For the reasons assigned, no reason to interfere with the impugned verdict of acquittal, as made by the learned trial Court --Leave to appeal against the verdict of acquittal dismissed.

(Para 19, 24)

296. (P&H HC) 27-01-2023

Indian Penal Code, 1860 (45 of 1860), Section 376, 511 – Rape – Attempt to rape – Acquittal of accused -- Variant stands of prosecutrix – Evidence of offence -- Principles

1. For determining the occurrence of blatant, and, gross improvements or embellishments, made by the prosecutrix in her testification, made before the learned Court below, rather with her previously made statement in writing, a keenest perusal of both has to be made.

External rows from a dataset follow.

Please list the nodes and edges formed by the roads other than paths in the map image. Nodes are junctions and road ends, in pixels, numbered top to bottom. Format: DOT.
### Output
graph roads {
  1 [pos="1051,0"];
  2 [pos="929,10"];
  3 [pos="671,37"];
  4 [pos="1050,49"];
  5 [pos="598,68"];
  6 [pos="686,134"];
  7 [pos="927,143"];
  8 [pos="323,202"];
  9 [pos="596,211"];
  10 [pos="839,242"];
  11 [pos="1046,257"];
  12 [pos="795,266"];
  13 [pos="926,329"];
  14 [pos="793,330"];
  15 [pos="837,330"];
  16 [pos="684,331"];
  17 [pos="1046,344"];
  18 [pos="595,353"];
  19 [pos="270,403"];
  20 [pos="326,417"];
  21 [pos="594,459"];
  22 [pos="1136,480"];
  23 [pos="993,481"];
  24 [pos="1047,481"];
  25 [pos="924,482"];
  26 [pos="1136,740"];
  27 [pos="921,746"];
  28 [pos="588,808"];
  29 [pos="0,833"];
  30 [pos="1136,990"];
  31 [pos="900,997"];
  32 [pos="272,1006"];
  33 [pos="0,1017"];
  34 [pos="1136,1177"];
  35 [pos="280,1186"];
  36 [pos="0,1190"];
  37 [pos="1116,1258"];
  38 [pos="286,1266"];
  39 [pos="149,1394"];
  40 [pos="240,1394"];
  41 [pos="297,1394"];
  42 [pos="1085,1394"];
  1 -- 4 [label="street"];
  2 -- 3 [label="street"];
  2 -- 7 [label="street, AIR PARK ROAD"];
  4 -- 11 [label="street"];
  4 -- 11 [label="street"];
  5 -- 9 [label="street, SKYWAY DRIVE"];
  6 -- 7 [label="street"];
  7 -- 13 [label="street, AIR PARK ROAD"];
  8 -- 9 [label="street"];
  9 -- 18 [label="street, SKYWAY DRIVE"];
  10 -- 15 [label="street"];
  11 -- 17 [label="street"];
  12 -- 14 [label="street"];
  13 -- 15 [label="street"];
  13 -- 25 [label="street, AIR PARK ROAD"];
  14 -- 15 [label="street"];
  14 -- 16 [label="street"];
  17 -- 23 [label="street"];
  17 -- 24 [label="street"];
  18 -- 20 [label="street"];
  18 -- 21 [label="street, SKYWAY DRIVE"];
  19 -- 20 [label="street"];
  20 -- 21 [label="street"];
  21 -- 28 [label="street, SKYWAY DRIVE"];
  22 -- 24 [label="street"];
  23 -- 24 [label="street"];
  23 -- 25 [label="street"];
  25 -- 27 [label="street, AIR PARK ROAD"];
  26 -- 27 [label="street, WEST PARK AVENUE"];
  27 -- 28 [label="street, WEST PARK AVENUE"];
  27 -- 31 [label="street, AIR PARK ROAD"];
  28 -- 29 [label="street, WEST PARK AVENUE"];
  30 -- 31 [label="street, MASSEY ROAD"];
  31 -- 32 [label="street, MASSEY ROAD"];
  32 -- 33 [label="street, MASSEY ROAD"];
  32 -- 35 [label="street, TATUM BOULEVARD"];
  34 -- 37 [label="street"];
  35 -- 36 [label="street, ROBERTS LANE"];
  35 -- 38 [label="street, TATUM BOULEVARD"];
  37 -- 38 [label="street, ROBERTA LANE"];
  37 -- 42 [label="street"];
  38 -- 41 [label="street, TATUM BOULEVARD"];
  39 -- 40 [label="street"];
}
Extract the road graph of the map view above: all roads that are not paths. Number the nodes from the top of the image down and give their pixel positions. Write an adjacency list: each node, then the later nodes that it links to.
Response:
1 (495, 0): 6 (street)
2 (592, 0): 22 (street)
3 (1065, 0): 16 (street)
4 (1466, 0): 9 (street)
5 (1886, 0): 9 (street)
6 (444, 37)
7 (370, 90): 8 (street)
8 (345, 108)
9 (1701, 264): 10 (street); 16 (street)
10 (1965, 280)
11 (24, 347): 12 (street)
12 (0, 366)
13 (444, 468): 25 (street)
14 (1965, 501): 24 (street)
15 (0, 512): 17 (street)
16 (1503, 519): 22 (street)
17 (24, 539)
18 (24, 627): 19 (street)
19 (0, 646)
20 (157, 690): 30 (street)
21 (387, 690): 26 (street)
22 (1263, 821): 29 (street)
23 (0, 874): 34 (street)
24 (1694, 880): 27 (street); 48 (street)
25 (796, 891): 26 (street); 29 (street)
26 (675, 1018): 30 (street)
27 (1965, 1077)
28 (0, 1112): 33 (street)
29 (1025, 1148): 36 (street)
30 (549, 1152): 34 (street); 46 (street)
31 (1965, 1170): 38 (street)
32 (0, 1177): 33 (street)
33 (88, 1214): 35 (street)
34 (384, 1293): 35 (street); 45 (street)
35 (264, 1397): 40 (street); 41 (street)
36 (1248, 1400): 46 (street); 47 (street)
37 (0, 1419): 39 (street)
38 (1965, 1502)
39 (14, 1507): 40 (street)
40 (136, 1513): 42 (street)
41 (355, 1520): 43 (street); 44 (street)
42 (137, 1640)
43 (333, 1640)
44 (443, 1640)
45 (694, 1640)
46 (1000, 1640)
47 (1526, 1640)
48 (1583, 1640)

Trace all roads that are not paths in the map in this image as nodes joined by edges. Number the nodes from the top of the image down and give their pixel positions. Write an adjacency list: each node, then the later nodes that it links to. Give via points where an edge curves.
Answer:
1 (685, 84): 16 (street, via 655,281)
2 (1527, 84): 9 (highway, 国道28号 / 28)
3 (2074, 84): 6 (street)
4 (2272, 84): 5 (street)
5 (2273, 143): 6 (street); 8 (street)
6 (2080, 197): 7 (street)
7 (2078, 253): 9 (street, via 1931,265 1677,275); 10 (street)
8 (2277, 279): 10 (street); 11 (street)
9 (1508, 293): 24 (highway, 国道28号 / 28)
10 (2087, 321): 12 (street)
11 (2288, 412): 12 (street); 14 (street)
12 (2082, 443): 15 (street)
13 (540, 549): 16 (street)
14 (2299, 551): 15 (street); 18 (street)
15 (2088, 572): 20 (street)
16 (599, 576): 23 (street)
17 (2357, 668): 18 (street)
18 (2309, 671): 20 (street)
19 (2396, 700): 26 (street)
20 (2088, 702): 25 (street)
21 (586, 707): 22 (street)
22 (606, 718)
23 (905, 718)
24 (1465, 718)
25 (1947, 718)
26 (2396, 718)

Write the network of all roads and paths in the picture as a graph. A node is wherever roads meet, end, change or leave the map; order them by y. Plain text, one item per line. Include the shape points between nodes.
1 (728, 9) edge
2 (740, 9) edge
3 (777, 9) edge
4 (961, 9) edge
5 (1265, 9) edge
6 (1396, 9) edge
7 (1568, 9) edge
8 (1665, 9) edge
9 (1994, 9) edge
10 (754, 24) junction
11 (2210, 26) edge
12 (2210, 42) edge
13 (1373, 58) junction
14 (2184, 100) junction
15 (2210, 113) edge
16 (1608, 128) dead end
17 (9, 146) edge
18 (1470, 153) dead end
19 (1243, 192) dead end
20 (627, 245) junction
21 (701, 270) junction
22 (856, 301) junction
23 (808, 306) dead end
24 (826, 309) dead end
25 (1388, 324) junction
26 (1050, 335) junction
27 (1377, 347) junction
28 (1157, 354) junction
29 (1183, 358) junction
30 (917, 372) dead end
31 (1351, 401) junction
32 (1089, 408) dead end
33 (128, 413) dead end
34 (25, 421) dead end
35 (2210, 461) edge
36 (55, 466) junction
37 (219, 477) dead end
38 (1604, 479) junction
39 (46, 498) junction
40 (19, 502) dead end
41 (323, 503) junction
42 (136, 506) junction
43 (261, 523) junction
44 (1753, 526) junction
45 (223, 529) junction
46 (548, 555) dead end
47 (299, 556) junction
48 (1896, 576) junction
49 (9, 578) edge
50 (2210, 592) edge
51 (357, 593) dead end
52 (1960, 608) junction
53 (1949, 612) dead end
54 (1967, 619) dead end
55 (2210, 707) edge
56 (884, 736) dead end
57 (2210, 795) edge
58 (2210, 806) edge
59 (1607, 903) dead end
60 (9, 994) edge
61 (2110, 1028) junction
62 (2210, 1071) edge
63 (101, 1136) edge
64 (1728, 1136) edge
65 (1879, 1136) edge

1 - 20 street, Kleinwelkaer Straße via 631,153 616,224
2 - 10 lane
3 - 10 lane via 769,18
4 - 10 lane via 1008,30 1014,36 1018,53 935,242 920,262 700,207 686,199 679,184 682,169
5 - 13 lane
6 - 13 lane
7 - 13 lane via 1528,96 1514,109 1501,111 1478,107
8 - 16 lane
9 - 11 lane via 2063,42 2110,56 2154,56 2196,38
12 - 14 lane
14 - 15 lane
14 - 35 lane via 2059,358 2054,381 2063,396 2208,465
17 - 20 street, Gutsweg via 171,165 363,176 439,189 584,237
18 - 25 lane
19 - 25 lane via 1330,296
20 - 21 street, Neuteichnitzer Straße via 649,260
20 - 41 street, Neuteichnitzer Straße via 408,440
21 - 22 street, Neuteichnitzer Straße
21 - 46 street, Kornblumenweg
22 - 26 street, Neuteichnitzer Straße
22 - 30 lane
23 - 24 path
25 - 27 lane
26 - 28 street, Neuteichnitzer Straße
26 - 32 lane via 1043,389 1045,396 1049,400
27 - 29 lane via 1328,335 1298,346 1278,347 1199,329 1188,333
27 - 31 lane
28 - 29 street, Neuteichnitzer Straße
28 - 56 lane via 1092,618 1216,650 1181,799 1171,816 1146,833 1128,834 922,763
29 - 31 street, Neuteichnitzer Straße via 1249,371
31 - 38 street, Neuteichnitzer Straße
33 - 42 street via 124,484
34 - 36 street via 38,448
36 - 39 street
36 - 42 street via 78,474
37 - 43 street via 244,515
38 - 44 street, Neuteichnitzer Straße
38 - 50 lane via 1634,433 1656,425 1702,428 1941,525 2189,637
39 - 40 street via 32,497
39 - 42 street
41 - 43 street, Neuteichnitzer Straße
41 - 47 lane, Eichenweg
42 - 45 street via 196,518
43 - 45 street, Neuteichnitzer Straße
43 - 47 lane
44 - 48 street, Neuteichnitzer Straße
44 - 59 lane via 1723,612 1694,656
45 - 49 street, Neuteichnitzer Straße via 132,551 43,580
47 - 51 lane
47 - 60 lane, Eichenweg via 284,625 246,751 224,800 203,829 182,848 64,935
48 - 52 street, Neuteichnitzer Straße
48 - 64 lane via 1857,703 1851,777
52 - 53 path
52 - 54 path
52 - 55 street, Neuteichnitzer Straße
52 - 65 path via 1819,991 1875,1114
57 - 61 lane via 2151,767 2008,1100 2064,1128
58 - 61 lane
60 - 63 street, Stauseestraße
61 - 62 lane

2. In case the prosecutrix has made variant stands, at different stages of the investigations, about the date and time of the occurrence, thereupon, such variant stands, do become the plank for making a conclusion, that the prosecutrix has made open, rife, and, blatant improvements or embellishments from her earliest recorded statement in writing.

3. In case the prosecutrix makes variant attributions of criminality to the accused respectively in her statement, recorded by the police, and, before the learned Judicial Magistrate concerned, thereupon, the said variant stands or inter se digression(s), would leave this Court to conclude, that such digression(s) are rife, and, blatant, and, thus the deposition of the prosecutrix, would be construed to be not amenable for assigning any creditworthiness thereto.

4. In case there is an attribution qua the accused that during the course of the relevant occurrence, he had broken the cord of her salwar, thereupon, it became imperative upon the investigating officer concerned, to collect the salwar as well as the broken cord thereof. Omission to make the above collections would also make deep inroads into the veracity of the genesis of the prosecution case.

For the reasons assigned, no reason to interfere with the impugned verdict of acquittal, as made by the learned trial Court -- Appeal dismissed.